FAQ : vos questions restantes sur la légalité des kits balcon
Faut-il déclarer un kit solaire de moins de 800 W à Enedis ?
Oui. Contrairement à ce qu'affirment de nombreux vendeurs, il n'existe aucun seuil de dispense en France : la déclaration CACSI est obligatoire dès le premier watt, même sans injection dans le réseau. Elle est gratuite, se fait en ligne en une dizaine de minutes et n'entraîne ni abonnement ni frais ultérieurs.
La copropriété peut-elle interdire mon panneau de balcon ?
Pas s'il est simplement posé au sol, invisible et sans fixation : cela relève de l'usage privatif de votre balcon. En revanche, le règlement de copropriété peut encadrer l'aspect des balcons (comme il le fait pour le linge ou les paraboles), et un panneau fixé au garde-corps sans vote d'AG peut faire l'objet d'une demande de dépose. Relisez le règlement avant l'achat.
Peut-on installer un kit balcon en zone protégée ou à Paris ?
C'est possible mais plus contraint. Aux abords d'un monument historique ou en site patrimonial remarquable, tout panneau visible requiert une déclaration préalable avec avis de l'ABF, souvent défavorable en façade sur rue. À Paris, le PLU encadre strictement l'aspect des façades : un kit posé au sol du balcon, invisible depuis l'espace public, reste la seule configuration réellement sans friction.
Quelle puissance maximale peut-on brancher sur un balcon ?
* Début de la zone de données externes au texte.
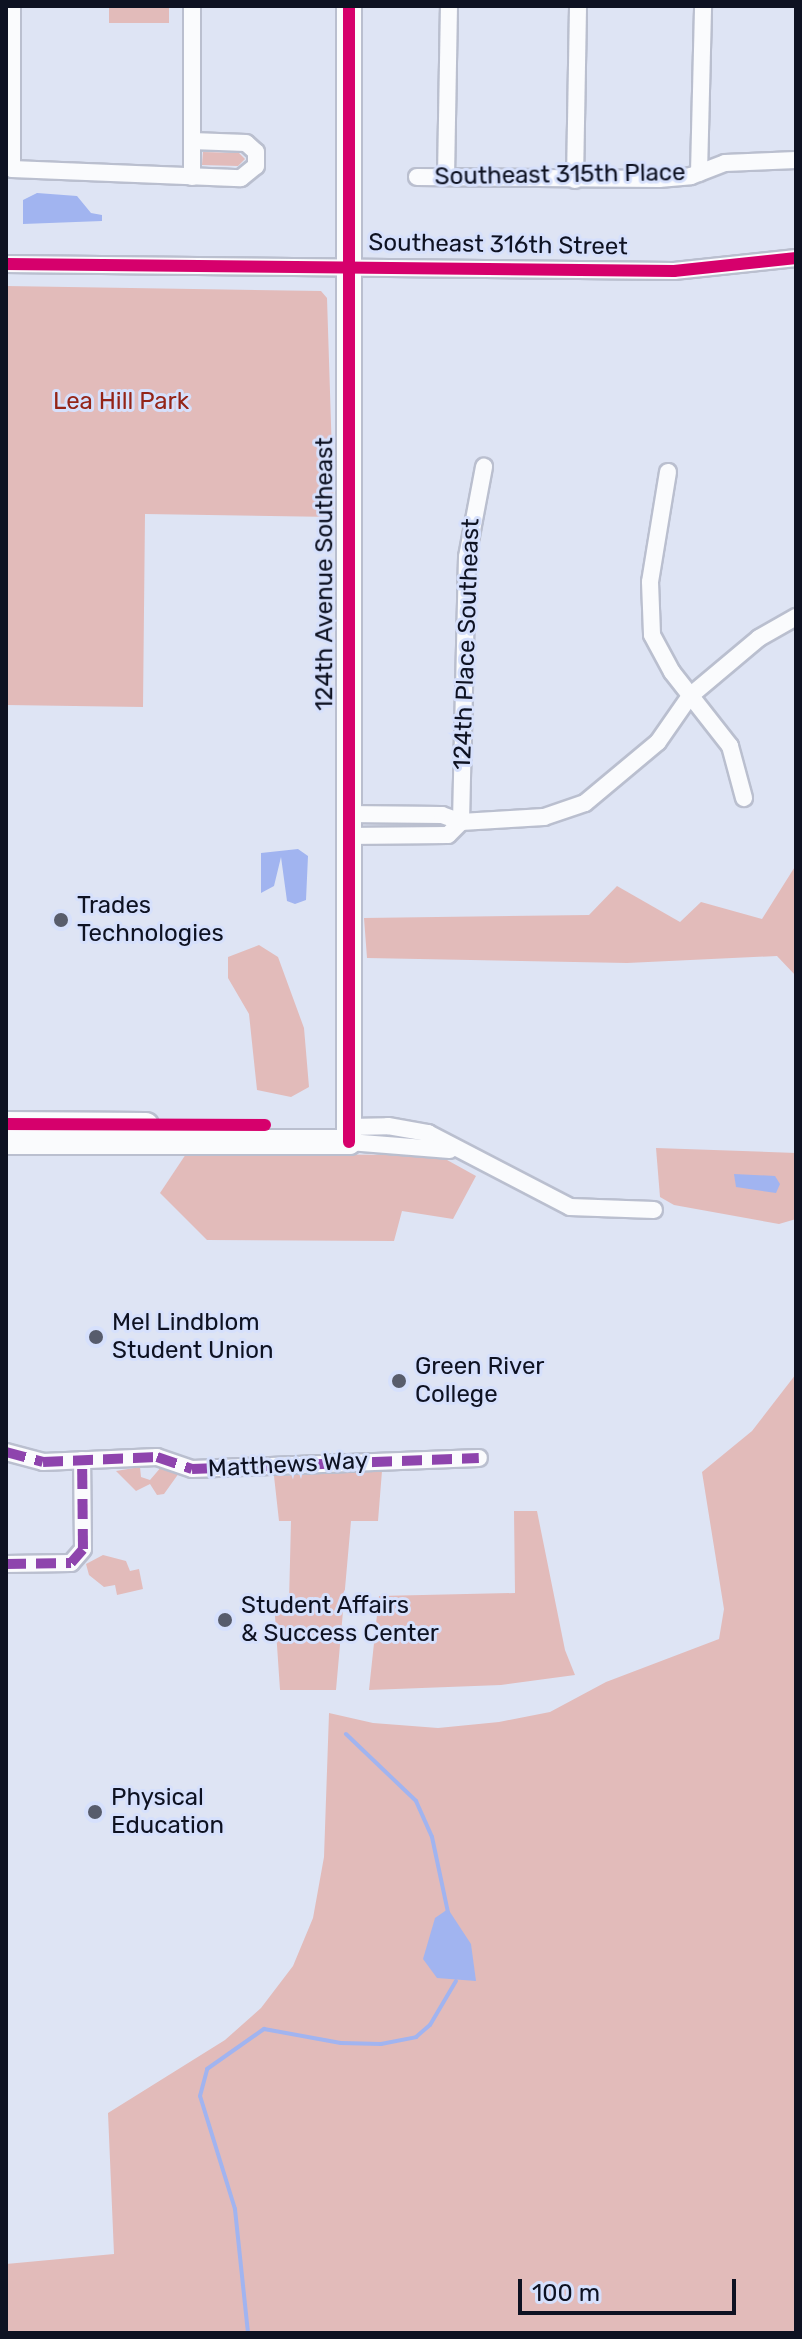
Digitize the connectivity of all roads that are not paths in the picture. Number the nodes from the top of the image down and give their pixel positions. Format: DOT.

La loi française ne fixe aucun plafond spécifique aux kits de balcon. Les limites sont pratiques : la surface disponible (un garde-corps accueille rarement plus de 2 panneaux, soit environ 800 à 1 000 W) et votre talon de consommation, car tout surplus non consommé est perdu en CACSI. Au-delà de 2 kW environ, un circuit dédié posé par un électricien devient incontournable et une installation classique se discute.